(Dataset items)
◇ ◇ ◇
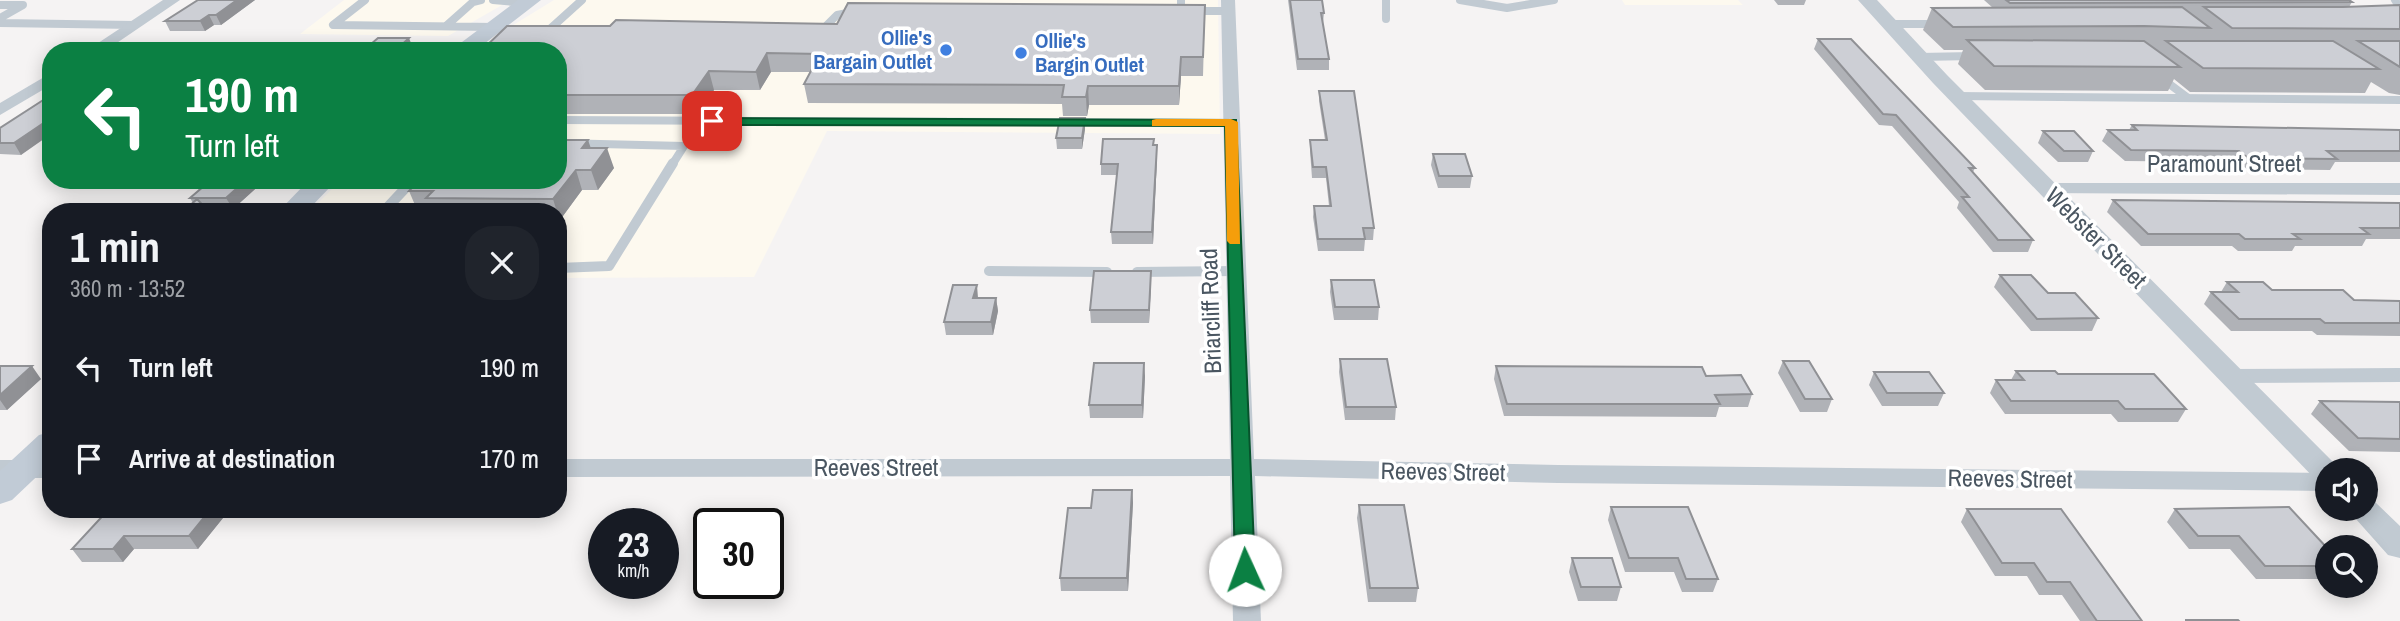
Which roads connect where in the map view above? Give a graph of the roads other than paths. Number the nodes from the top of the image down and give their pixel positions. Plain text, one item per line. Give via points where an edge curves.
1 (32, 0) edge
2 (173, 0) edge
3 (365, 0) edge
4 (481, 0) edge
5 (493, 0) edge
6 (582, 0) edge
7 (1181, 0) edge
8 (1386, 0) edge
9 (1460, 0) edge
10 (1553, 0) edge
11 (1867, 0) edge
12 (2395, 0) edge
13 (529, 1) edge
14 (0, 5) edge
15 (23, 5) junction
16 (1228, 5) edge
17 (2400, 8) edge
18 (868, 11) edge
19 (1168, 11) edge
20 (1181, 11) junction
21 (1387, 19) dead end
22 (0, 21) edge
23 (1947, 23) edge
24 (1889, 24) junction
25 (134, 25) junction
26 (446, 26) junction
27 (491, 27) junction
28 (515, 27) edge
29 (540, 27) edge
30 (551, 28) junction
31 (565, 28) edge
32 (810, 30) edge
33 (108, 42) edge
34 (472, 42) edge
35 (1986, 56) edge
36 (1919, 57) junction
37 (2155, 73) edge
38 (42, 84) edge
39 (2365, 86) edge
40 (1957, 96) junction
41 (2188, 98) junction
42 (2387, 100) junction
43 (2400, 100) edge
44 (0, 110) edge
45 (567, 120) edge
46 (1231, 122) junction
47 (567, 143) edge
48 (315, 189) edge
49 (405, 189) edge
50 (2048, 189) junction
51 (2400, 189) edge
52 (300, 203) edge
53 (391, 203) edge
54 (567, 268) edge
55 (989, 271) dead end
56 (1236, 271) junction
57 (2400, 375) edge
58 (2232, 376) junction
59 (42, 452) edge
60 (2315, 460) edge
61 (1241, 467) junction
62 (567, 468) edge
63 (18, 475) edge
64 (2315, 482) edge
65 (2375, 521) edge
66 (2400, 546) edge
67 (1247, 621) edge

1 - 15 lane
2 - 25 street
3 - 26 lane via 333,25
4 - 26 lane
5 - 13 lane
6 - 30 lane
7 - 20 lane
8 - 21 lane
9 - 10 lane via 1477,6 1528,7
11 - 24 street, Webster Street
12 - 17 lane
13 - 27 main road
14 - 15 lane
15 - 22 lane
16 - 20 lane
16 - 46 street, Briarcliff Road
18 - 32 lane via 844,11 831,17 822,30
19 - 20 lane
22 - 25 lane
23 - 24 lane
24 - 36 street, Webster Street
25 - 33 street
26 - 27 lane
27 - 28 lane
27 - 34 main road
29 - 30 lane
30 - 31 lane
35 - 36 lane
36 - 40 street, Webster Street
37 - 41 lane
38 - 44 street
39 - 42 lane
40 - 41 lane
40 - 50 street, Webster Street
41 - 42 lane
42 - 43 lane
45 - 46 lane
46 - 56 street, Briarcliff Road
47 - 54 lane via 684,146 608,266
48 - 52 main road
49 - 53 lane
50 - 51 street, Paramount Street
50 - 58 street, Webster Street
55 - 56 lane
56 - 61 street, Briarcliff Road
57 - 58 street
58 - 60 street, Webster Street
59 - 63 main road
61 - 62 street, Reeves Street
61 - 64 street, Reeves Street
61 - 67 street, Briarcliff Road
65 - 66 street

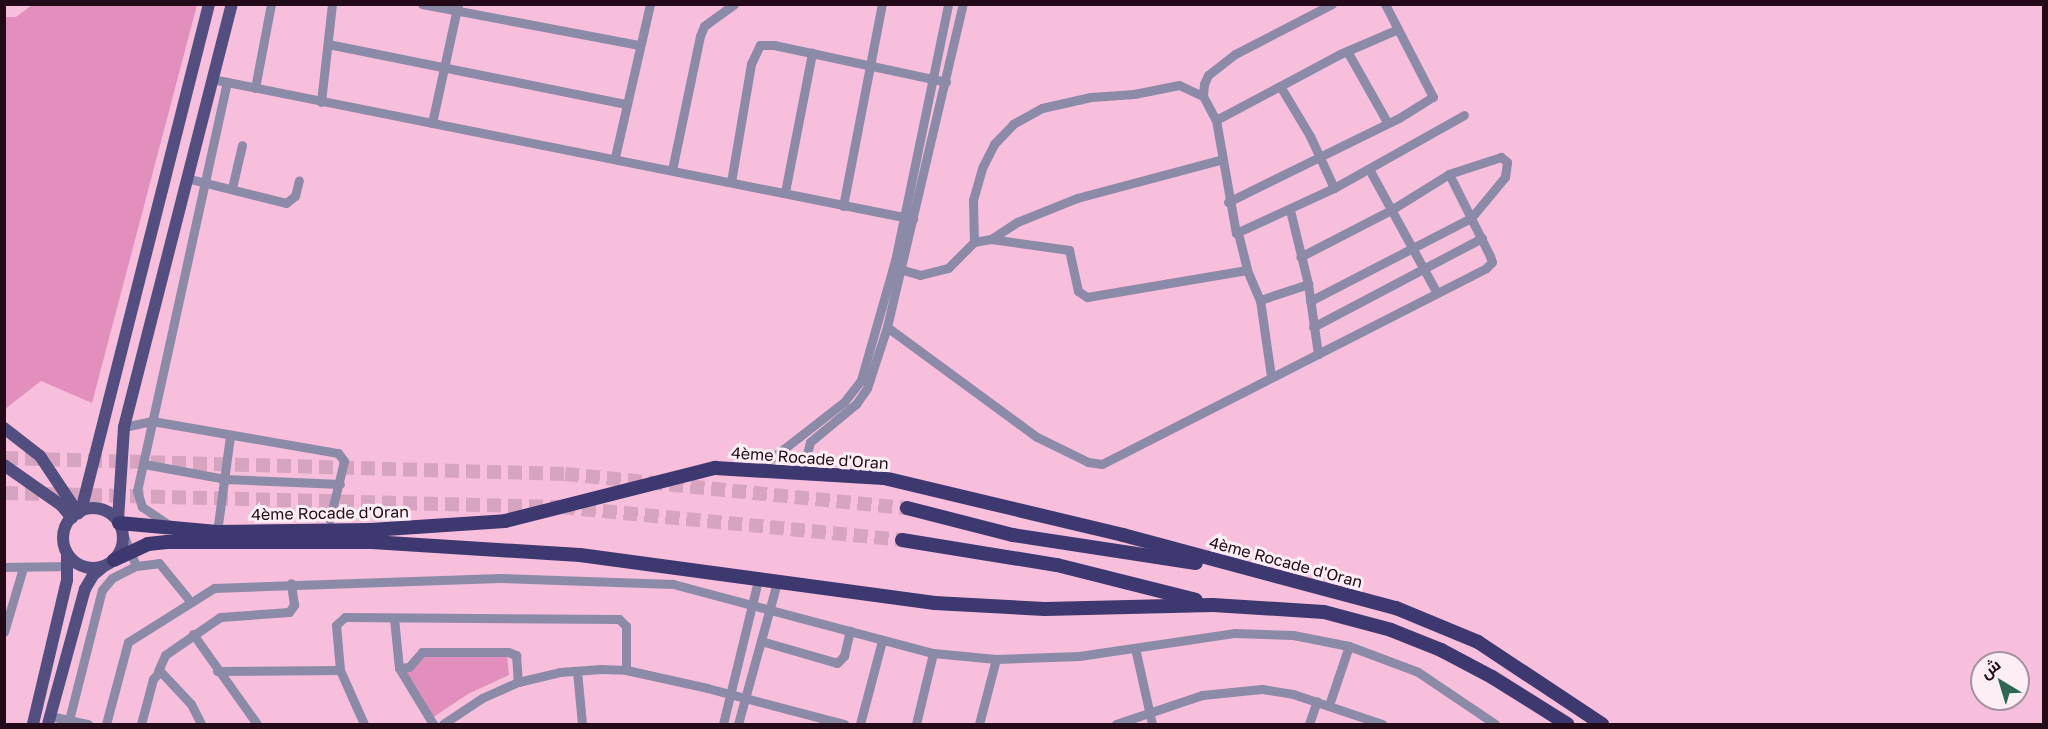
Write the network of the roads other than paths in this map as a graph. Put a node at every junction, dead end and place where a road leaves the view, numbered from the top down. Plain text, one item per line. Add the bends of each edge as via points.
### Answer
◇ ◇ ◇
What is needed is an exact retyping of every line from the one containing "Write the network" through the final line of the entries, and only those lines.

Write the network of the roads other than paths in this map as a graph. Put a node at every junction, dead end and place where a road leaves the view, numbered from the top down. Plain text, one item per line. Add the bends of each edge as via points.
### Answer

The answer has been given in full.